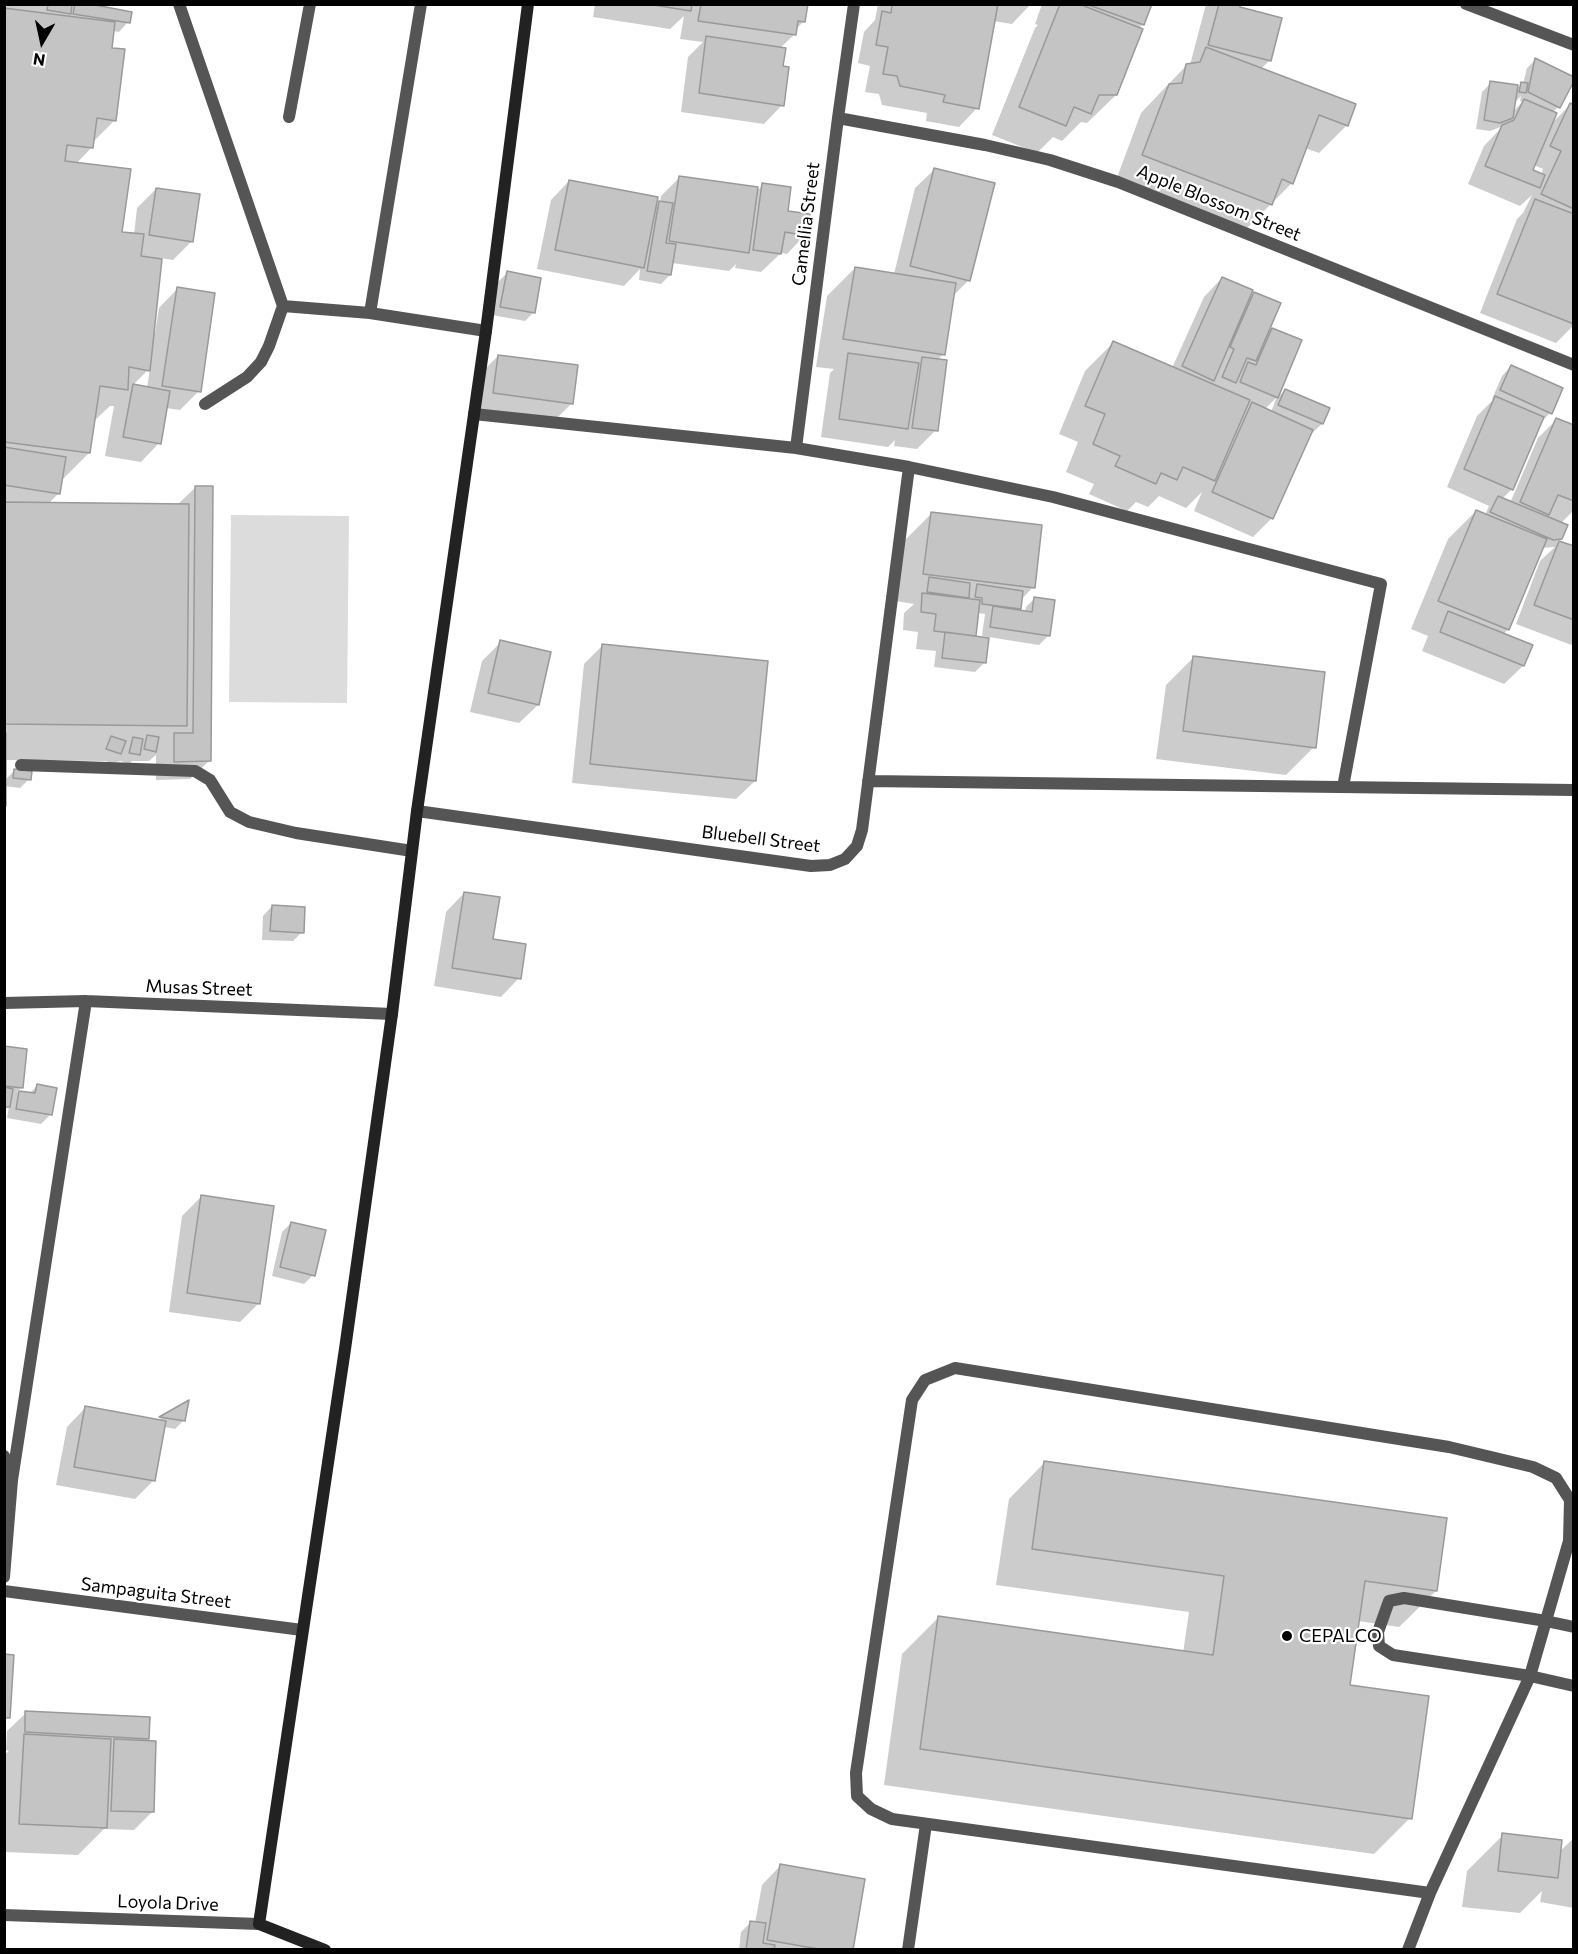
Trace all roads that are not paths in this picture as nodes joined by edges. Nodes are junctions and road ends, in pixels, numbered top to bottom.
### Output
1 (179, 4) edge
2 (310, 4) edge
3 (421, 4) edge
4 (528, 4) edge
5 (854, 4) edge
6 (1466, 4) edge
7 (1574, 45) edge
8 (289, 117) dead end
9 (838, 118) junction
10 (283, 306) junction
11 (370, 313) junction
12 (486, 331) junction
13 (1574, 365) edge
14 (205, 404) dead end
15 (474, 414) junction
16 (796, 448) junction
17 (909, 467) junction
18 (21, 765) dead end
19 (868, 781) junction
20 (1342, 788) junction
21 (1574, 790) edge
22 (417, 811) junction
23 (412, 851) junction
24 (86, 1001) junction
25 (4, 1003) edge
26 (392, 1014) junction
27 (4, 1456) edge
28 (12, 1480) junction
29 (4, 1577) edge
30 (4, 1591) edge
31 (1546, 1620) junction
32 (1574, 1627) edge
33 (302, 1630) junction
34 (1530, 1676) junction
35 (1574, 1686) edge
36 (926, 1824) junction
37 (1430, 1893) junction
38 (4, 1915) edge
39 (259, 1924) junction
40 (325, 1950) edge
41 (908, 1950) edge
42 (1408, 1950) edge

1 - 10 street
2 - 8 street
3 - 11 street
4 - 12 street
5 - 9 street, Camellia Street
6 - 7 street
9 - 13 street, Apple Blossom Street
9 - 16 street, Camellia Street
10 - 11 street
10 - 14 street
11 - 12 street
12 - 15 street
15 - 16 street
15 - 22 street
16 - 17 street
17 - 19 street, Bluebell Street
17 - 20 street
18 - 23 street
19 - 20 street
19 - 22 street, Bluebell Street
20 - 21 street
22 - 23 street
23 - 26 street
24 - 25 street, Musas Street
24 - 26 street, Musas Street
24 - 28 street
26 - 33 street
27 - 28 street
28 - 29 street
30 - 33 street, Sampaguita Street
31 - 32 street
31 - 34 street
31 - 34 street
31 - 36 street
33 - 39 street
34 - 35 street
34 - 37 street
36 - 37 street
36 - 41 street
37 - 42 street
38 - 39 street, Loyola Drive
39 - 40 street, Loyola Drive

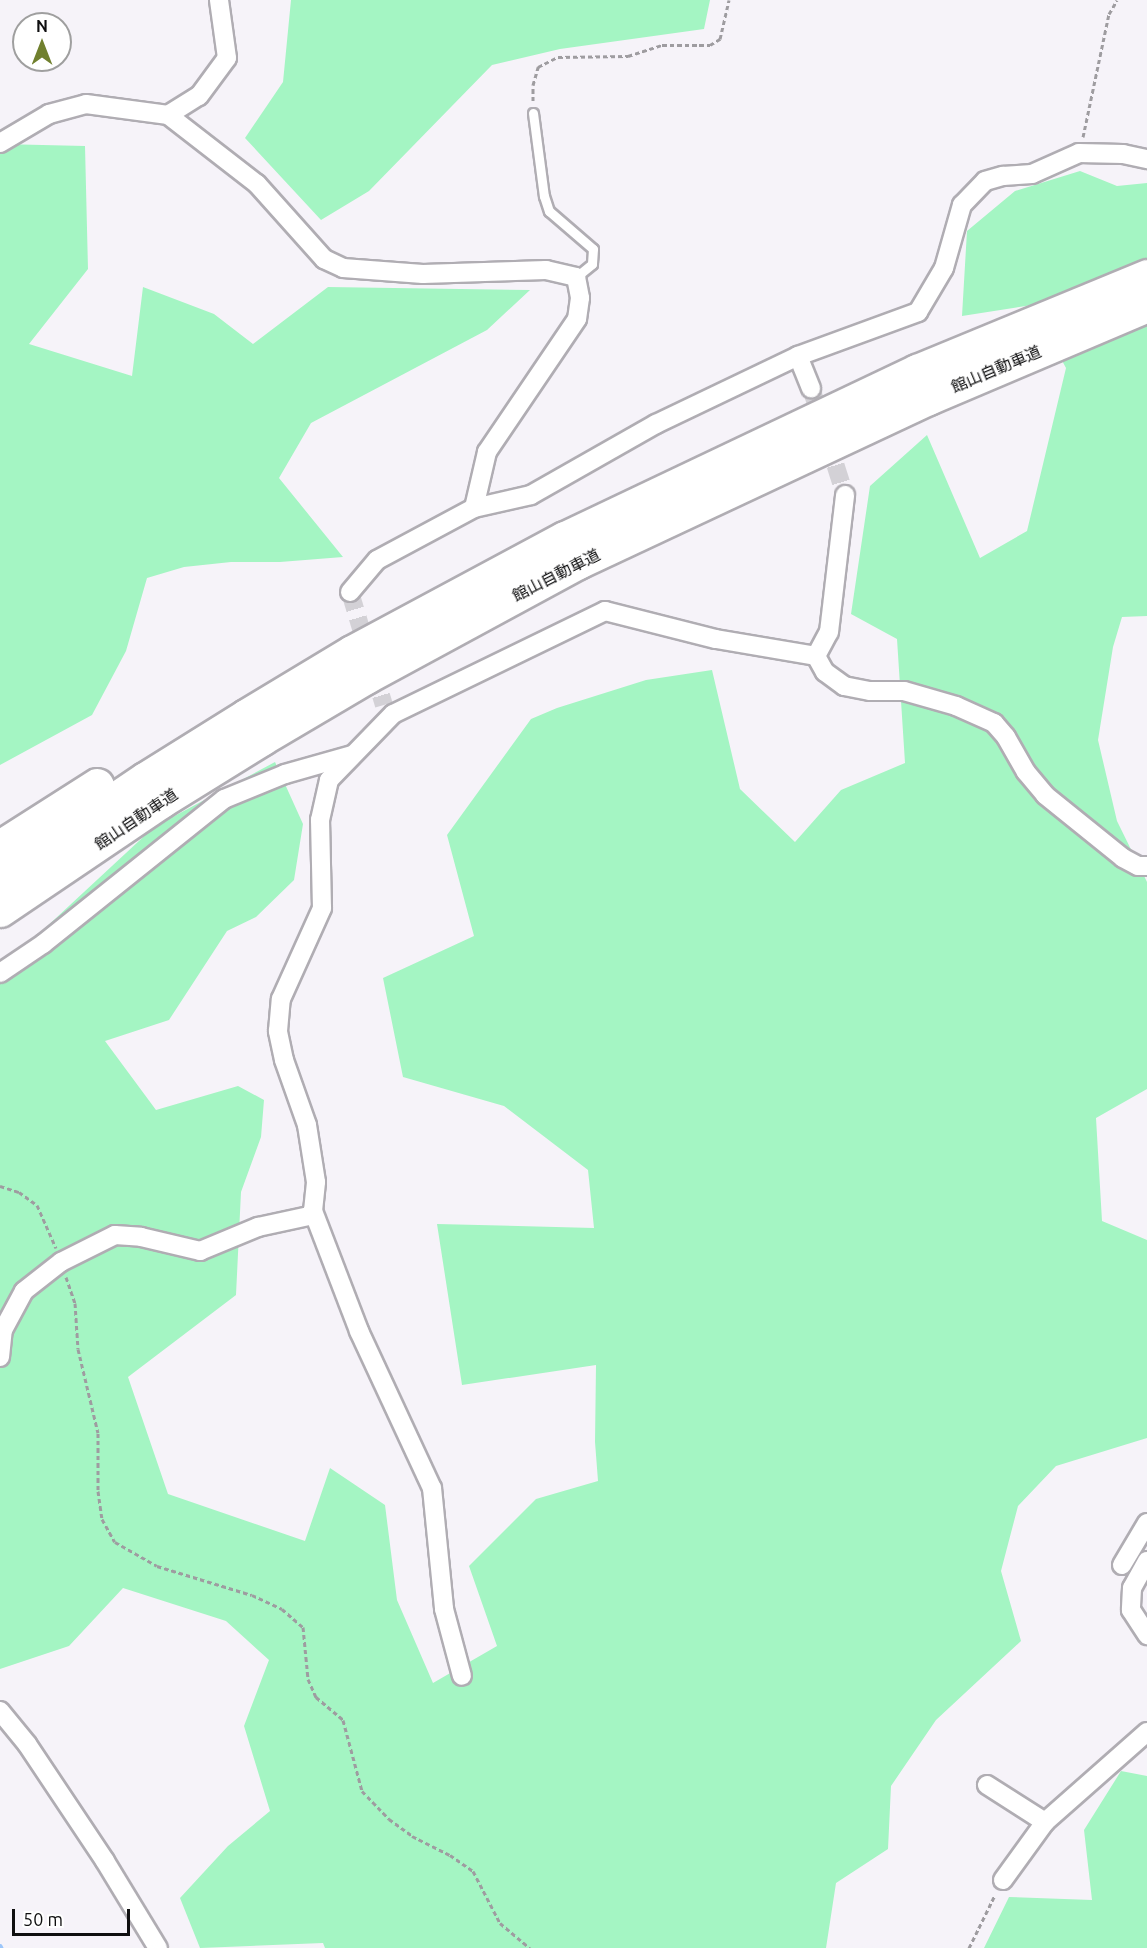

* Aim of the task *
What is needed is every entry written out word for word, with no pictures.

* Answer to this task *
Trace all roads that are not paths in this picture as nodes joined by edges. Nodes are junctions and road ends, in pixels, numbered top to bottom.
### Output
1 (179, 4) edge
2 (310, 4) edge
3 (421, 4) edge
4 (528, 4) edge
5 (854, 4) edge
6 (1466, 4) edge
7 (1574, 45) edge
8 (289, 117) dead end
9 (838, 118) junction
10 (283, 306) junction
11 (370, 313) junction
12 (486, 331) junction
13 (1574, 365) edge
14 (205, 404) dead end
15 (474, 414) junction
16 (796, 448) junction
17 (909, 467) junction
18 (21, 765) dead end
19 (868, 781) junction
20 (1342, 788) junction
21 (1574, 790) edge
22 (417, 811) junction
23 (412, 851) junction
24 (86, 1001) junction
25 (4, 1003) edge
26 (392, 1014) junction
27 (4, 1456) edge
28 (12, 1480) junction
29 (4, 1577) edge
30 (4, 1591) edge
31 (1546, 1620) junction
32 (1574, 1627) edge
33 (302, 1630) junction
34 (1530, 1676) junction
35 (1574, 1686) edge
36 (926, 1824) junction
37 (1430, 1893) junction
38 (4, 1915) edge
39 (259, 1924) junction
40 (325, 1950) edge
41 (908, 1950) edge
42 (1408, 1950) edge

1 - 10 street
2 - 8 street
3 - 11 street
4 - 12 street
5 - 9 street, Camellia Street
6 - 7 street
9 - 13 street, Apple Blossom Street
9 - 16 street, Camellia Street
10 - 11 street
10 - 14 street
11 - 12 street
12 - 15 street
15 - 16 street
15 - 22 street
16 - 17 street
17 - 19 street, Bluebell Street
17 - 20 street
18 - 23 street
19 - 20 street
19 - 22 street, Bluebell Street
20 - 21 street
22 - 23 street
23 - 26 street
24 - 25 street, Musas Street
24 - 26 street, Musas Street
24 - 28 street
26 - 33 street
27 - 28 street
28 - 29 street
30 - 33 street, Sampaguita Street
31 - 32 street
31 - 34 street
31 - 34 street
31 - 36 street
33 - 39 street
34 - 35 street
34 - 37 street
36 - 37 street
36 - 41 street
37 - 42 street
38 - 39 street, Loyola Drive
39 - 40 street, Loyola Drive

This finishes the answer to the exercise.